Forrester: AI Pricing Is Product Strategy
A Forrester analysis argues that for AI-driven products, pricing is not a bolt-on but the core product strategy. The report advises leaders to price for outcomes rather than usage, bundle AI-powered deliverables to protect margins, and ensure the model reflects the value clients receive, not just the cost of goods sold.
- Traditional seat-based pricing models are often ineffective for AI products because value is tied to automated outcomes, not the number of human users. This has led to a shift toward usage-based and hybrid pricing structures that better align with the variable and high computational costs of running AI models. - A key challenge in pricing AI is that the same feature can deliver vastly different value to different customers depending on their data quality and how it's integrated into their workflows. This makes it difficult to set a single price that accurately reflects the value each customer receives. - Value-based pricing, which sets the price based on the perceived worth to the customer, is a frequently recommended strategy for AI products. This approach requires a deep understanding of customer pain points and how the AI solution addresses them. - Hybrid pricing models, which often combine a base subscription fee with usage-based tiers, are gaining popularity as a way to provide cost predictability for customers while allowing vendors to capture the upside of high consumption.
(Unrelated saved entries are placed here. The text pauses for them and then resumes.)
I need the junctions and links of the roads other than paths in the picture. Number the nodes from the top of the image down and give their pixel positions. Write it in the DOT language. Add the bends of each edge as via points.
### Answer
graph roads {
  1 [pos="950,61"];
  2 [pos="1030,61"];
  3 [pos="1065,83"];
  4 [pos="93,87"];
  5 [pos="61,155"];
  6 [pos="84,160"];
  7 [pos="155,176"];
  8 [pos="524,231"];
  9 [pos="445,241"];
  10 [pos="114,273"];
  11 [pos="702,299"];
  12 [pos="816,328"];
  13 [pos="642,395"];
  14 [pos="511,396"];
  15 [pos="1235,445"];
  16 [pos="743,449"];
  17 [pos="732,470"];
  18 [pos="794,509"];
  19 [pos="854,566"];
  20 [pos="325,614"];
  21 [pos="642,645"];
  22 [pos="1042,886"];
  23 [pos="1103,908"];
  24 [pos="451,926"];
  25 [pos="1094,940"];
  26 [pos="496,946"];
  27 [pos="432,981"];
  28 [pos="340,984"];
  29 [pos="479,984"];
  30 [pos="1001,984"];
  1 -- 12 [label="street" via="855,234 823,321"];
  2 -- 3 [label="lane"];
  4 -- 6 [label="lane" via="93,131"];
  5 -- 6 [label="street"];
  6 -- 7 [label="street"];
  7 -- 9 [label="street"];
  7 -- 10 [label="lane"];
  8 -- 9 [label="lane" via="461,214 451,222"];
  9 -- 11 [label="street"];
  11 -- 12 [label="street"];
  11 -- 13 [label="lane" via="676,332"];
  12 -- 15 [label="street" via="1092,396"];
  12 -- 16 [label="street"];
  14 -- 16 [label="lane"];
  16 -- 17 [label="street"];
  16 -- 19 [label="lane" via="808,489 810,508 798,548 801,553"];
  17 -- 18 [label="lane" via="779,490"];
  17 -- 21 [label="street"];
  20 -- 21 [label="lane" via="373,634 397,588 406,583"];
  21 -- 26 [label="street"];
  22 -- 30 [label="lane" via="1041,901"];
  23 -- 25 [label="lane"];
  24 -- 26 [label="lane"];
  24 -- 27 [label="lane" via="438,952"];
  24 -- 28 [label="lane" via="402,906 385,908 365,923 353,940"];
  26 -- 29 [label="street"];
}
This model serves as a middle ground for early-stage startups navigating pricing uncertainty. - Unlike traditional SaaS where the cost to serve an additional user is near zero, AI products have significant marginal costs associated with each query or task due to compute power (COGS). This has brought a renewed focus on unit economics, with AI companies often seeing lower gross margins (50-60%) compared to traditional SaaS (80-90%). - The rapid pace of improvement in AI capabilities, which is estimated to be three times faster than Moore's Law, creates ongoing pricing challenges. A feature that was once a premium offering can quickly become a standard expectation, requiring continuous iteration of pricing models. - To justify value-based pricing, B2B software companies are increasingly using in-product dashboards and ROI calculators to make the value of AI features explicit to customers. These tools might show metrics like time saved, tasks automated, or tickets resolved. - Some companies are experimenting with outcome-based pricing, where the cost is directly tied to a specific business result, such as a resolved customer support ticket or a generated sales lead. For example, Intercom's AI product, Fin, charges $0.99 per AI resolution.